Material for this task:

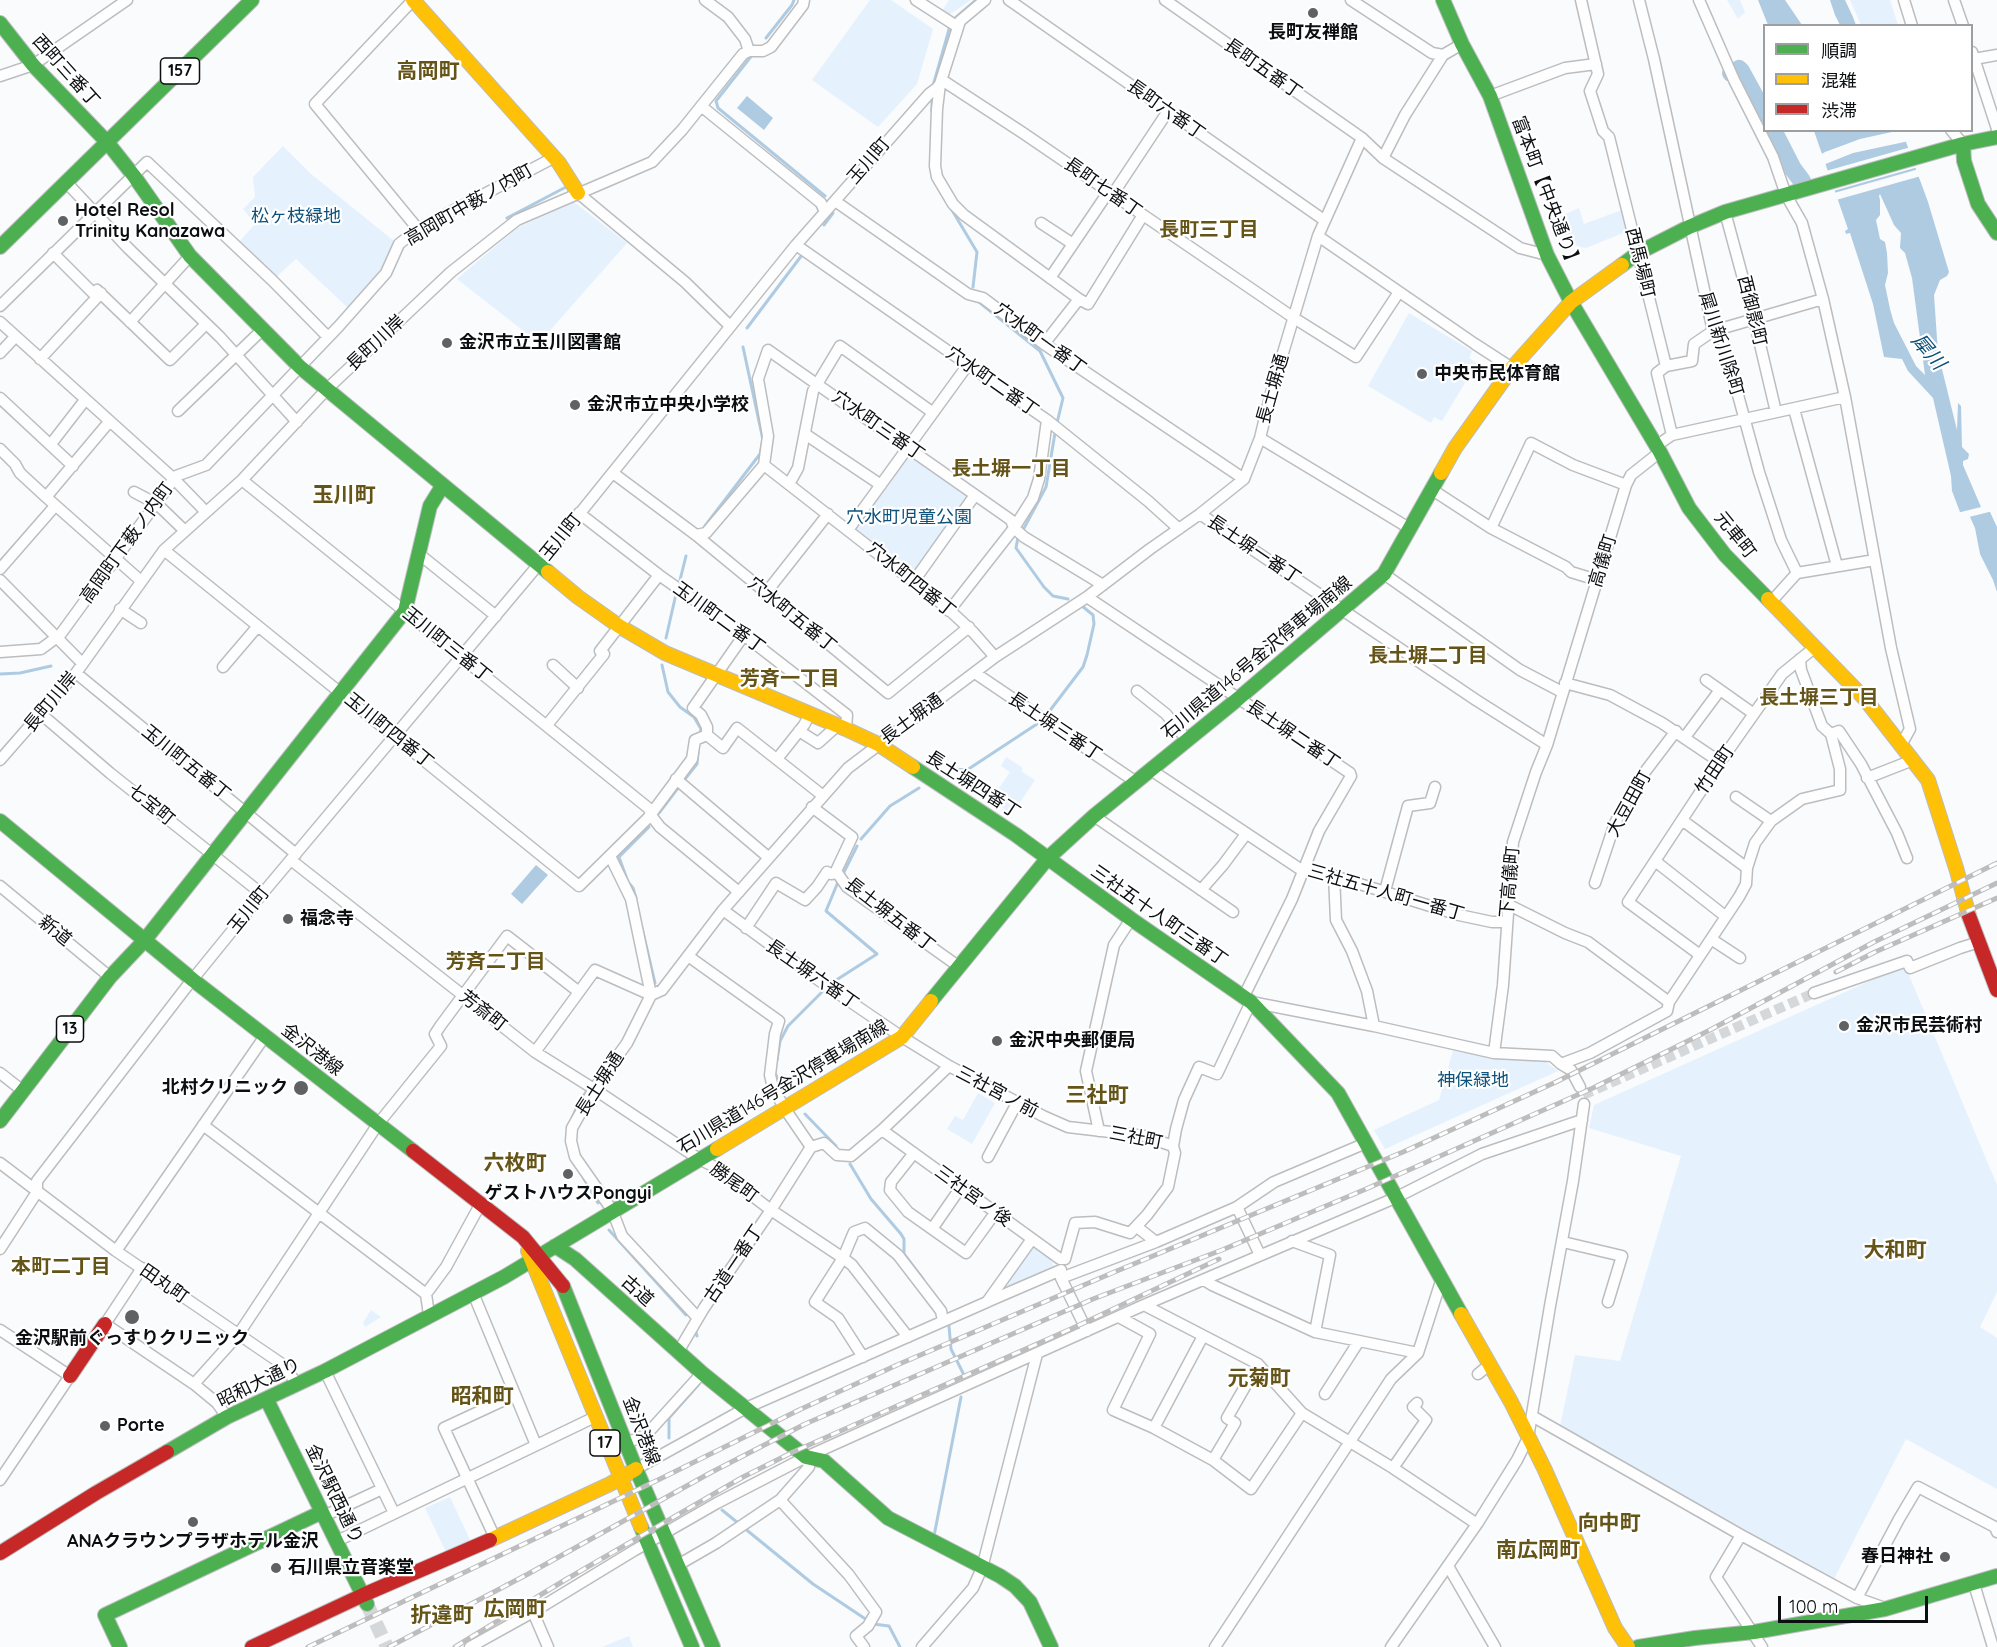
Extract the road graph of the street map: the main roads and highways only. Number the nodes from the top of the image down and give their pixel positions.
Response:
1 (252, 0) edge
2 (413, 0) edge
3 (1443, 0) edge
4 (0, 23) edge
5 (1997, 137) edge
6 (107, 142) junction
7 (1963, 144) junction
8 (578, 193) road end
9 (1992, 217) edge
10 (1997, 233) edge
11 (0, 247) edge
12 (1571, 302) junction
13 (443, 485) junction
14 (0, 821) edge
15 (1047, 860) junction
16 (144, 941) junction
17 (1997, 990) edge
18 (0, 1122) edge
19 (555, 1246) junction
20 (535, 1258) junction
21 (105, 1324) road end
22 (70, 1376) road end
23 (267, 1400) junction
24 (636, 1469) junction
25 (620, 1479) junction
26 (323, 1514) junction
27 (0, 1552) edge
28 (1997, 1576) edge
29 (365, 1600) junction
30 (1697, 1642) edge
31 (1048, 1646) edge
32 (120, 1647) edge
33 (252, 1647) edge
34 (692, 1647) edge
35 (712, 1647) edge
36 (1628, 1647) edge
37 (1638, 1647) edge

1 - 6 main road, 157
2 - 8 main road
3 - 12 main road, 富本町【中央通り】
4 - 6 main road, 西町三番丁
5 - 7 main road, 石川県道146号金沢停車場南線
6 - 11 main road, 157
6 - 13 main road, 西町三番丁
7 - 9 main road
7 - 12 main road, 石川県道146号金沢停車場南線
9 - 10 main road
12 - 15 main road, 石川県道146号金沢停車場南線
12 - 17 main road, 元車町
13 - 15 main road, 長土塀四番丁
13 - 16 main road
14 - 16 main road
15 - 19 main road, 石川県道146号金沢停車場南線
15 - 36 main road, 三社五十人町三番丁
16 - 18 main road, 13
16 - 20 main road, 金沢港線 / 17
19 - 20 main road, 石川県道146号金沢停車場南線
19 - 31 main road, 古道
20 - 23 main road, 昭和大通り
20 - 24 main road, 金沢港線 / 17
20 - 25 main road, 金沢港線 / 17
21 - 22 main road
23 - 26 main road, 金沢駅西通り
23 - 27 main road, 昭和大通り
24 - 25 main road
24 - 35 main road, 金沢港線 / 17
25 - 29 main road
25 - 34 main road, 金沢港線 / 17
26 - 29 main road, 金沢駅西通り
26 - 32 main road
28 - 30 main road
29 - 33 main road
30 - 37 main road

The task: For each line of the material that includes the word "西町三番丁", make a copy.

Written response:
4 - 6 main road, 西町三番丁
6 - 13 main road, 西町三番丁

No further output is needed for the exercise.